Drought is taming wild horses in Southern Nevada


Steve Marcus

Ribs show on a wild horse in an enclosure at the Oliver Ranch near Red Rock Canyon Thursday, Sept. 3, 2015. The horse was among horses rounded up near Cold Creek.

Mon, Sep 14, 2015 (2 a.m.)

The beige mare’s skin stretched tightly over her ribs as she grazed at Oliver Ranch. It’s the temporary holding area for the wild horses the Bureau of Land Management rounded up at the end of August to save from the drought that’s parching the American West.

Given the horse’s emaciated frame — protruding bones and no visible fat on her neck or around her tail — BLM officials assessed her condition as a one of nine, the most dire. Healthy horses are a five or six, said Karla Norris, assistant district manager for the BLM’s Southern Nevada District Office.

“It’s just sad,” Norris said, peering into a pen housing multiple sick horses. “That’s no way to live.”

Starting in late August, the BLM rounded up 201 wild horses from the Cold Creek range northwest of Las Vegas to keep them from starving. Twenty-eight were euthanized.

The horses were kept near Red Rock National Conservation Area before being taken to a private facility in Utah, where they will be rehabilitated for adoption or life on off-range pastures.

A 1971 law requires the BLM to protect wild horses as “living symbols of the historic and pioneer spirit of the West.” But the symbolism cuts both ways. The situation of today’s wild horses mirrors that of many people in the modern West: clinging to a frontier mentality but dependent on the federal government to provide resources — water, most obviously.

“They’ve lost the ability to forage for food,” Norris said. “They are not wild horses anymore.”

Well-meaning people feed the horses illegally — apples, peanut butter-and-jelly sandwiches, gummy bears, Cheetos — even going so far as to drop off bales of hay. Because of the drought, the horses’ grazing lands have been stripped of vegetation, forcing them to eat the bark off Joshua trees.

Like city pigeons cooing for bread crumbs, the horses have come to expect sustenance from humans, a dependency the BLM used in its favor. The bureau put out food and gathered the horses in days, more quickly than originally expected.

“These (horses) are so acclimated to people that when we put out hay and water, it was like putting out a ‘free buffet’ sign,” Norris said.

Some wild horse advocates, including Darcy Grizzle, who has documented and photographed the Cold Creek herd for six years, support the roundup. Grizzle said that although it was difficult to watch, the move was necessary.

“They were going to die,” she said.

Other disagree. Arlene Gawne, president of the Spring Mountain Alliance, argues that only half of the horses should have been rounded up. The younger, healthier ones could have found new territory, she said.

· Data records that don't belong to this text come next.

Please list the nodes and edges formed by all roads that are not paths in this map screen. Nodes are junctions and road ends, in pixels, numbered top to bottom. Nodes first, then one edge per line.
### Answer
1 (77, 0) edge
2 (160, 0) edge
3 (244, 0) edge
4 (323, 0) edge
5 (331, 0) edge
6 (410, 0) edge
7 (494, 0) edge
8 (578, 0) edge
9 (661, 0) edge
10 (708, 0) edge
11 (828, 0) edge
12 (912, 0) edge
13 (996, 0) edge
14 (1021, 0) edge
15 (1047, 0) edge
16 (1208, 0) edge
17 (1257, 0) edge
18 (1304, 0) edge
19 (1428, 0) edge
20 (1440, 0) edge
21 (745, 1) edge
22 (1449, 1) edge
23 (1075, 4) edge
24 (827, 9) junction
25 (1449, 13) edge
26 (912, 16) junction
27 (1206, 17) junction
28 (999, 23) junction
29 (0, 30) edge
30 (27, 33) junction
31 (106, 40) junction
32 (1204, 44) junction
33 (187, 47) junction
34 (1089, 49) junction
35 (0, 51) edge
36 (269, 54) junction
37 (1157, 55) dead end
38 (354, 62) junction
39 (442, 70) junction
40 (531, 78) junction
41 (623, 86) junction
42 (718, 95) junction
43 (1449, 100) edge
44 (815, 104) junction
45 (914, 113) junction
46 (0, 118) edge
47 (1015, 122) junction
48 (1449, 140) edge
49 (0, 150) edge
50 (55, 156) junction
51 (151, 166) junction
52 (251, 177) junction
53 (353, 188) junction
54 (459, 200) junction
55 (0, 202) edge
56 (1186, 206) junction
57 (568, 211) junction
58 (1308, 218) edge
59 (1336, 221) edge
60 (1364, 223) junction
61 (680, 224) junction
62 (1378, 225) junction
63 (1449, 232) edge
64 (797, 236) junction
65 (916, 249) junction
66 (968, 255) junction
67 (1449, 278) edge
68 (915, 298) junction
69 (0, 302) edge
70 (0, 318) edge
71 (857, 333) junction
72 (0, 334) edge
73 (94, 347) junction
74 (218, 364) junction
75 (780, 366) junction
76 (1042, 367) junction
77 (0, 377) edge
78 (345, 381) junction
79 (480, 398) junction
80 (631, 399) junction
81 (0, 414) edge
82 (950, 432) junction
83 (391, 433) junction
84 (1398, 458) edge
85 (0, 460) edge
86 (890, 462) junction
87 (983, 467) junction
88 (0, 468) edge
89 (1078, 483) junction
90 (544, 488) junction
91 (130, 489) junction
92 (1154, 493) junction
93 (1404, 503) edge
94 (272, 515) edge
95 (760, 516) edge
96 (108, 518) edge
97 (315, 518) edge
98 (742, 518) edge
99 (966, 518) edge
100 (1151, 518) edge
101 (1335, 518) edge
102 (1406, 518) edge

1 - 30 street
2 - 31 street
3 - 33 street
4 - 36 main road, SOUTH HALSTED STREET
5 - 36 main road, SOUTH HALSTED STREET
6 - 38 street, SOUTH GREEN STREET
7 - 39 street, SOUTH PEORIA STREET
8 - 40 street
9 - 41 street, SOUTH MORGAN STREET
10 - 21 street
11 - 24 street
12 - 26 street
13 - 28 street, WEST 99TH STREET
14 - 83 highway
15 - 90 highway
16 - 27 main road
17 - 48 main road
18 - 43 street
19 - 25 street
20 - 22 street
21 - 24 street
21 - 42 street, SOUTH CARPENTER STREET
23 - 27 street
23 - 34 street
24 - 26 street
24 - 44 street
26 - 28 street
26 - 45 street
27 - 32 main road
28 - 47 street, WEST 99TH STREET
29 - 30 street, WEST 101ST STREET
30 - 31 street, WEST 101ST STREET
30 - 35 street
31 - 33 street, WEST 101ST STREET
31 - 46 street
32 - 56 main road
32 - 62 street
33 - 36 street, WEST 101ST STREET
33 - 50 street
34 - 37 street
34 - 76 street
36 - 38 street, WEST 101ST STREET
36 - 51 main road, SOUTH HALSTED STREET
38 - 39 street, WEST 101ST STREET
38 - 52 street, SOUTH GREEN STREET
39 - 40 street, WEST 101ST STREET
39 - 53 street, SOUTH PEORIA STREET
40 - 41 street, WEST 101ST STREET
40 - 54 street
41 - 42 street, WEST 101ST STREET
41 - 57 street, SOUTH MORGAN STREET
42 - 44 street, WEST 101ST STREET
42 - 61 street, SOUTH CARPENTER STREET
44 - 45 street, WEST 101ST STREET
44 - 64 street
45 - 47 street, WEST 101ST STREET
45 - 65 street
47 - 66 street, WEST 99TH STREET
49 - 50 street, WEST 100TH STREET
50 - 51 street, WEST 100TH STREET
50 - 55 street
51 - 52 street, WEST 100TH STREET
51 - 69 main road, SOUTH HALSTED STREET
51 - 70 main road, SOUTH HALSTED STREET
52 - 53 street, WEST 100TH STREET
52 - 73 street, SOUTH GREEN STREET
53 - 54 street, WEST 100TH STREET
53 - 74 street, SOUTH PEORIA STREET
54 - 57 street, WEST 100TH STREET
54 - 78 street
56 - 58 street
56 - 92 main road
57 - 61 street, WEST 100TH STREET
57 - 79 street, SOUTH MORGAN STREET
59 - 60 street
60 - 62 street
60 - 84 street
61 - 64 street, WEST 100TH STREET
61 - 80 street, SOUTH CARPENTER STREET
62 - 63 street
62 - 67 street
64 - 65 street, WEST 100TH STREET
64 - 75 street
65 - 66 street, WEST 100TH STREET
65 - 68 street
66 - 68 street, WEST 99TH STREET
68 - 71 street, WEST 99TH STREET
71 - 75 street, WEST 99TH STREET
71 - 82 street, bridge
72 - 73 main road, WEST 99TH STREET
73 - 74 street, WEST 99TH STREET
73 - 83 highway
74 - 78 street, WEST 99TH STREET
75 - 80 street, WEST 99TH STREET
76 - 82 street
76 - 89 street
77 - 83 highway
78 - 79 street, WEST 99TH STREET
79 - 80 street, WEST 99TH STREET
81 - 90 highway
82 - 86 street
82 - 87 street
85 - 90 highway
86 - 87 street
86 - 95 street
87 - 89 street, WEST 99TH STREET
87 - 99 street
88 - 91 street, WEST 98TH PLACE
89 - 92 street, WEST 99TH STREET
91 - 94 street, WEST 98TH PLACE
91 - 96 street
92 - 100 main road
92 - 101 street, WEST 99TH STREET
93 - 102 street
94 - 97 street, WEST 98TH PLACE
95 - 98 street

The Spring Mountain Alliance has advocated for birth control to keep the herd’s population in line, but the BLM has not adopted the idea.

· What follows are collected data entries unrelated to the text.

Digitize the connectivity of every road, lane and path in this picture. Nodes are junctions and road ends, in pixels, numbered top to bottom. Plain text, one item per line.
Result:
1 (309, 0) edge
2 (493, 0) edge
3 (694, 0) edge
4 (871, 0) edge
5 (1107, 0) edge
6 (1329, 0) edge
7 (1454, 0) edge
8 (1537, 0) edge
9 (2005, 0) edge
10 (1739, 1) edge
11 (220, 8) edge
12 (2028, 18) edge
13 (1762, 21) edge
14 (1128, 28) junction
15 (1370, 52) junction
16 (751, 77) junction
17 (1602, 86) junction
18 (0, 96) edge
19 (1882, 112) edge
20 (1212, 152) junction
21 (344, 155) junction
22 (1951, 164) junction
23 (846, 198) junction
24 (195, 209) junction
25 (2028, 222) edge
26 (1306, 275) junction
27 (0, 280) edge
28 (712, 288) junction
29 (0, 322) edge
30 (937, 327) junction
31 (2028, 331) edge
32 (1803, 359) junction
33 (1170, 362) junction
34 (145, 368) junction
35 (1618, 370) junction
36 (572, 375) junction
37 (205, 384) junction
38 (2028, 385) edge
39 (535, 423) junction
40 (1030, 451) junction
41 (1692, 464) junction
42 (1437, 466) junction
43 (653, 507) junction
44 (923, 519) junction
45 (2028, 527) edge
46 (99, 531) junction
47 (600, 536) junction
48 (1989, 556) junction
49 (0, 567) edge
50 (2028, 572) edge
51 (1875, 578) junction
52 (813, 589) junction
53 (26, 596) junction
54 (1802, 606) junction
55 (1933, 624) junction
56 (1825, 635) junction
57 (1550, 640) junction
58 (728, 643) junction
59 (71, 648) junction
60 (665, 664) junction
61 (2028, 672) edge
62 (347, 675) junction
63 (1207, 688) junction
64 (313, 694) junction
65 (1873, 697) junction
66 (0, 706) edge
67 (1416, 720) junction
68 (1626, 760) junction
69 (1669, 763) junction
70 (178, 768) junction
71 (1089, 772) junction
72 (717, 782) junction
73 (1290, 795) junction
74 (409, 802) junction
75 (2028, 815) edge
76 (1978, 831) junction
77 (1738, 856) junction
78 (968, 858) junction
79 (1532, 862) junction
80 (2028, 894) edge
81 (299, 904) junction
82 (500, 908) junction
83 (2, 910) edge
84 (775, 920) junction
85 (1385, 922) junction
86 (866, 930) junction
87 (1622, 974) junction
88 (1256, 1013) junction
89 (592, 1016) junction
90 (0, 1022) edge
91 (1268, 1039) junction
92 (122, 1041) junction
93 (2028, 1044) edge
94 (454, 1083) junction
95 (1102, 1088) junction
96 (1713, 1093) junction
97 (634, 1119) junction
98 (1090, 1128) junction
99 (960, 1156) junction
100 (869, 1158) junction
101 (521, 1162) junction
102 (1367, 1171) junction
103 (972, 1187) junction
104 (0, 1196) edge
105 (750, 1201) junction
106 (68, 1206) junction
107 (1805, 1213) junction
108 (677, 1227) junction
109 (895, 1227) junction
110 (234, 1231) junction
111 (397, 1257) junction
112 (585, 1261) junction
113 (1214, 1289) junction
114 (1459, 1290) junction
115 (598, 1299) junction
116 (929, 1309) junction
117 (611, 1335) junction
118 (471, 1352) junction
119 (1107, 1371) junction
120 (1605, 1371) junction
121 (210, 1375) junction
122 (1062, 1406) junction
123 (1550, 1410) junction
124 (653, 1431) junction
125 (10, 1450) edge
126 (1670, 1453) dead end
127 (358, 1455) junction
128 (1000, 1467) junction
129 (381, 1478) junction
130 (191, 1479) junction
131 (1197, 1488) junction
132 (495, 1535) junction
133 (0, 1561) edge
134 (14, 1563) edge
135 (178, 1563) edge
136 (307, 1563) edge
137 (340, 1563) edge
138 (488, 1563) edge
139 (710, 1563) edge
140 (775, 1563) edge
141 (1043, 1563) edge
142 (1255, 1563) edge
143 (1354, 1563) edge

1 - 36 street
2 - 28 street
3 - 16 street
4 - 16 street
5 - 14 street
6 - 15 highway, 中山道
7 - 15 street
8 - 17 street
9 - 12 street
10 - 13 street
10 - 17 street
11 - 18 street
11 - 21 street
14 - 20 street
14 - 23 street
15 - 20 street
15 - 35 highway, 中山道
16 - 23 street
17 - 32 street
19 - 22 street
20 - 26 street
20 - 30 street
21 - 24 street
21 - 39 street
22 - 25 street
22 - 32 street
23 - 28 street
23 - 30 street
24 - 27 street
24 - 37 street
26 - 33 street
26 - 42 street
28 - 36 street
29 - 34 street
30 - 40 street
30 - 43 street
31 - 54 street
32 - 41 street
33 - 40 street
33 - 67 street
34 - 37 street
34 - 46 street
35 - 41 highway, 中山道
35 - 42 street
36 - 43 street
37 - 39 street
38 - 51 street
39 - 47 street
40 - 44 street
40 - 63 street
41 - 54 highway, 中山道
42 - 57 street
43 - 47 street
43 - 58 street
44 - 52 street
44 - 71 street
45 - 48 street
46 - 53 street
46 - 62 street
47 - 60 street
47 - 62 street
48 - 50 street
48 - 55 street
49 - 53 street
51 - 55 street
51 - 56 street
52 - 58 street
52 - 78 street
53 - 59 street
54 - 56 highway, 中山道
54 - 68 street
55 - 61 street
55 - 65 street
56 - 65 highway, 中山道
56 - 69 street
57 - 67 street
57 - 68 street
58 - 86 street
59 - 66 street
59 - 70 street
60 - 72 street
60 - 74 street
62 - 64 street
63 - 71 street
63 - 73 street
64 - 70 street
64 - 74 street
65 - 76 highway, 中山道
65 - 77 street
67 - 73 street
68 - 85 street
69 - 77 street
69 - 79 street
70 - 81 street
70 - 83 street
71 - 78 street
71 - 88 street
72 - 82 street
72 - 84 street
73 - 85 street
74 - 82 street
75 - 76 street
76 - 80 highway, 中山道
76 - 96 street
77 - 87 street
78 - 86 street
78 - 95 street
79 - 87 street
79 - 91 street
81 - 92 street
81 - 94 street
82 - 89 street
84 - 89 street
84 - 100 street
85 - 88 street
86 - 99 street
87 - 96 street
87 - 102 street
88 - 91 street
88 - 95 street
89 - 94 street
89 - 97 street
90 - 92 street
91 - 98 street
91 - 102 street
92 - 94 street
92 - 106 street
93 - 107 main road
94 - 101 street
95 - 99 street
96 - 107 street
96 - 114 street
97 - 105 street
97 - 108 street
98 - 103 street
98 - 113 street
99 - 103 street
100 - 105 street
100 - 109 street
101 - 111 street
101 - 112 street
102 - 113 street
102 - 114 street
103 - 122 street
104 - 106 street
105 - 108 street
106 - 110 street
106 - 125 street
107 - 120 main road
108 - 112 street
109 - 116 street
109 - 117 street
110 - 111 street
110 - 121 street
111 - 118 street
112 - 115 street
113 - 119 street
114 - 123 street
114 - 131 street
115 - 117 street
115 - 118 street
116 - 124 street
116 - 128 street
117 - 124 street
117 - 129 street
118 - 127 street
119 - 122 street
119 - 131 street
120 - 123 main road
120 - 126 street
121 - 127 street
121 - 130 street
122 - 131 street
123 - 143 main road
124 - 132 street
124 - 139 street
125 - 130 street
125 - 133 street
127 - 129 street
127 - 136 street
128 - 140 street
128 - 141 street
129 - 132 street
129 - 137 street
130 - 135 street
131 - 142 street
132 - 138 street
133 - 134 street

And the roundup isn’t finished. BLM officials announced this month they had identified more horses in Cold Creek that were in poor condition. It’s unknown how long the second roundup will continue.

Nevada’s wild horses now are a symbol of what the natural world has become: irrevocably transformed by humans.

“Please don’t feed them,” Grizzle said. “Let them be wild.”

For the horses in Cold Creek, it’s likely too late.